The challenges of the Internet of Things (IoT) require interdisciplinary thinking. OpenDoTT will train five Early Stage Researchers with backgrounds in design, technology, arts and activism to create and advocate for connected products that are more open, secure, and trustworthy.
For many of us home is where the most personal and precious everyday activities take place. We tuck our kids into bed there, we relax after a long day in our favorite chair there, we trim our toenails there. As more and more of the objects in our homes become connected to the internet, and therefore more of the internet becomes embodied in the material makeup of our homes it is important to understand how internet connectivity changes our relationships to everyday objects and activities in our homes.

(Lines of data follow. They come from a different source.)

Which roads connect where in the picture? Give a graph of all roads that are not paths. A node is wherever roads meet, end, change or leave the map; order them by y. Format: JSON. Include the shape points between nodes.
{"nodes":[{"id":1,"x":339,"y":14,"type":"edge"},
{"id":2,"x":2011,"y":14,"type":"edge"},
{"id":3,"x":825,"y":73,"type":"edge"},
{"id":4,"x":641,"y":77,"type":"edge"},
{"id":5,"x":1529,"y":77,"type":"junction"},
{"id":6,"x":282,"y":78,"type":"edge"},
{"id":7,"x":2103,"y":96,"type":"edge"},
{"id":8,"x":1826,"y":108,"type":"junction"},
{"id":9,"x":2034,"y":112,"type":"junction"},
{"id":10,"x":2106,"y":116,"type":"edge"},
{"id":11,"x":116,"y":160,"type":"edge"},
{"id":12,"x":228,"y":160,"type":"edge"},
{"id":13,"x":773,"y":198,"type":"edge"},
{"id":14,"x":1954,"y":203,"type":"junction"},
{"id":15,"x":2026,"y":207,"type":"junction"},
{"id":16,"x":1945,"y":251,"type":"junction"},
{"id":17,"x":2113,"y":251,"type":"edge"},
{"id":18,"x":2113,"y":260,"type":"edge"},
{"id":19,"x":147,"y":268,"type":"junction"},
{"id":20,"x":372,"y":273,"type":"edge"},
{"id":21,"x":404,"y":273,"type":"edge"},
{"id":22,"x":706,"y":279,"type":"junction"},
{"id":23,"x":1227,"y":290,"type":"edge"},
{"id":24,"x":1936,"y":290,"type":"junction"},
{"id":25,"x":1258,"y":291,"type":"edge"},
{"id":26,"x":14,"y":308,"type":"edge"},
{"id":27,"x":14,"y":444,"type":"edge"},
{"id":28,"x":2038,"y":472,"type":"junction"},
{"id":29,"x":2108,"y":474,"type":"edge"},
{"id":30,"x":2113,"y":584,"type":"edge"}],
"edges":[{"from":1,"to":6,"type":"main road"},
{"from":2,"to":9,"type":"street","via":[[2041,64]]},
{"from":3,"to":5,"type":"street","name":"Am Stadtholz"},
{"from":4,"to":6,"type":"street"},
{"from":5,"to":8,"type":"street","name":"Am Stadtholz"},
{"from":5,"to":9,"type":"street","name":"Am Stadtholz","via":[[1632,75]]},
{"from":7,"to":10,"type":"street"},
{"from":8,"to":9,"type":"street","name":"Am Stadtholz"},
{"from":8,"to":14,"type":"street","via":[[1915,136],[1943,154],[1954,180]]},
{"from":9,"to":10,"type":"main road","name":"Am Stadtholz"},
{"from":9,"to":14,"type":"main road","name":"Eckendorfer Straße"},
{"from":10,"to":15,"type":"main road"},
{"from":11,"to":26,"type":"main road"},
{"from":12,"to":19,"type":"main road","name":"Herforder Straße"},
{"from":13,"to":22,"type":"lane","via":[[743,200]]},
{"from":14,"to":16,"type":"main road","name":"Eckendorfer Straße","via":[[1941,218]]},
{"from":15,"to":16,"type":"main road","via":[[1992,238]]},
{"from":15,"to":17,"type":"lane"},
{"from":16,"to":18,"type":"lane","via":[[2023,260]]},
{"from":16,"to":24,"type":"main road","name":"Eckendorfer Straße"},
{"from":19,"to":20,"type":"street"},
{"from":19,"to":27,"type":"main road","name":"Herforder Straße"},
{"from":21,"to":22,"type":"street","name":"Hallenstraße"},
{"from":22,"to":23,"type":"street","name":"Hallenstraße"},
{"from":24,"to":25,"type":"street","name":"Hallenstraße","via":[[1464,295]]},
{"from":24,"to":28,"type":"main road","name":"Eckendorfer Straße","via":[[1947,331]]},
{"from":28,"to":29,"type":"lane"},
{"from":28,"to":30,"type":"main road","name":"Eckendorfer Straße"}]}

This is the basic question I came to OpenDoTT with. My way of framing this research topic is through design and design research, as is my training and passion. That same background taught me to use critical design to open up conversations on important issues, to use speculative design to imagine preferable alternatives, design ethics to consider issues of diversity, inclusion, and access, and design research to explore theoretical aspects of everyday life. However rigorous that pedagogy, focusing on technological interactions without also understanding, designing, and fighting for how these relationships fold and re-fold into the fabric of larger assemblages and sociotechnical landscapes left me asking: how in the world do we actually make these ideas a reality today, not just in some utopian future?Read More...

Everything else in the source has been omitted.